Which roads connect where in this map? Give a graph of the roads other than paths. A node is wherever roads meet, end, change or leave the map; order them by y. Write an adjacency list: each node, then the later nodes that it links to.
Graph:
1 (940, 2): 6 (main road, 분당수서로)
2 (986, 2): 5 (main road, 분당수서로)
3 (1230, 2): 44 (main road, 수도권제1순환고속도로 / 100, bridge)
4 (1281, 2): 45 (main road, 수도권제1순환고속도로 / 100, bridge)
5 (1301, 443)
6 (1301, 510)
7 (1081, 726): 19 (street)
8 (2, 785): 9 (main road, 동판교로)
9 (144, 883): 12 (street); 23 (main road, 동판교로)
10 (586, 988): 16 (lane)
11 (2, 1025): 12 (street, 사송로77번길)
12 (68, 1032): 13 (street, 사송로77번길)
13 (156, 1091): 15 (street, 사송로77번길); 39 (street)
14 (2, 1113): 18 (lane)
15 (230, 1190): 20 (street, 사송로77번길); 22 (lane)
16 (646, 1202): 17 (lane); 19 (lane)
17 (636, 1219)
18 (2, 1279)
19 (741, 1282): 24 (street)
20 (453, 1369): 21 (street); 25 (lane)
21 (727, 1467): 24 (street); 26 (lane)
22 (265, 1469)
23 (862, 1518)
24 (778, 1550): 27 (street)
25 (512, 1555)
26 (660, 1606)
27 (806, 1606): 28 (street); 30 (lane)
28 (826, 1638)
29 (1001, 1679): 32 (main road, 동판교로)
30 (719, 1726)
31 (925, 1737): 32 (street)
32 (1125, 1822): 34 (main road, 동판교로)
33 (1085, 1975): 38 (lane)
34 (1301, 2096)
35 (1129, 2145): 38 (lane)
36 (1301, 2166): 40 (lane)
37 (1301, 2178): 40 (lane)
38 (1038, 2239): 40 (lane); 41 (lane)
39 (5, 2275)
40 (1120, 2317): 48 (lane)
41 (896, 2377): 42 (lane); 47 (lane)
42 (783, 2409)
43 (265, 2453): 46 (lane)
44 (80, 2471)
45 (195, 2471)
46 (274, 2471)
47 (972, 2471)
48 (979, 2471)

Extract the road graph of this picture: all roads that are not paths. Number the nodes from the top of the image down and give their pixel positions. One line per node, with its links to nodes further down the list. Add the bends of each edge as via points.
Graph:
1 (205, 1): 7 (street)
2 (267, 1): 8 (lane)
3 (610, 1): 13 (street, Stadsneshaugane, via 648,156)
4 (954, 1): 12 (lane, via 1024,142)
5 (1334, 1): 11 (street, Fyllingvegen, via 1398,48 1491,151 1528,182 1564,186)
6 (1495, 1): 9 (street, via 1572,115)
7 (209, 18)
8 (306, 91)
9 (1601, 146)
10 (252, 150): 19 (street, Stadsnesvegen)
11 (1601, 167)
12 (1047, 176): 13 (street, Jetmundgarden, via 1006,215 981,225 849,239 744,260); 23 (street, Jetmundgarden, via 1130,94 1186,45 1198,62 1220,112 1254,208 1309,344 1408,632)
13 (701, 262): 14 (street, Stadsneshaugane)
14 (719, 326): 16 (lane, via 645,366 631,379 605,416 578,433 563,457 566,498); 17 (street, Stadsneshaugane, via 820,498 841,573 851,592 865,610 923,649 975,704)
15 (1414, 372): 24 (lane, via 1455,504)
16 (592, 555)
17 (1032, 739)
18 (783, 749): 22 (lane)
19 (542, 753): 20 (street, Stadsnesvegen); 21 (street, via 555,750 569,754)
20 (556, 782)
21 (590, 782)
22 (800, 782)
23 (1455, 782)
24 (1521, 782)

────────────────────────────────────────

# Your task
Identify each line of the material where the word "bridge" shows up, and copy it.

# Reply to the exercise
3 (1230, 2): 44 (main road, 수도권제1순환고속도로 / 100, bridge)
4 (1281, 2): 45 (main road, 수도권제1순환고속도로 / 100, bridge)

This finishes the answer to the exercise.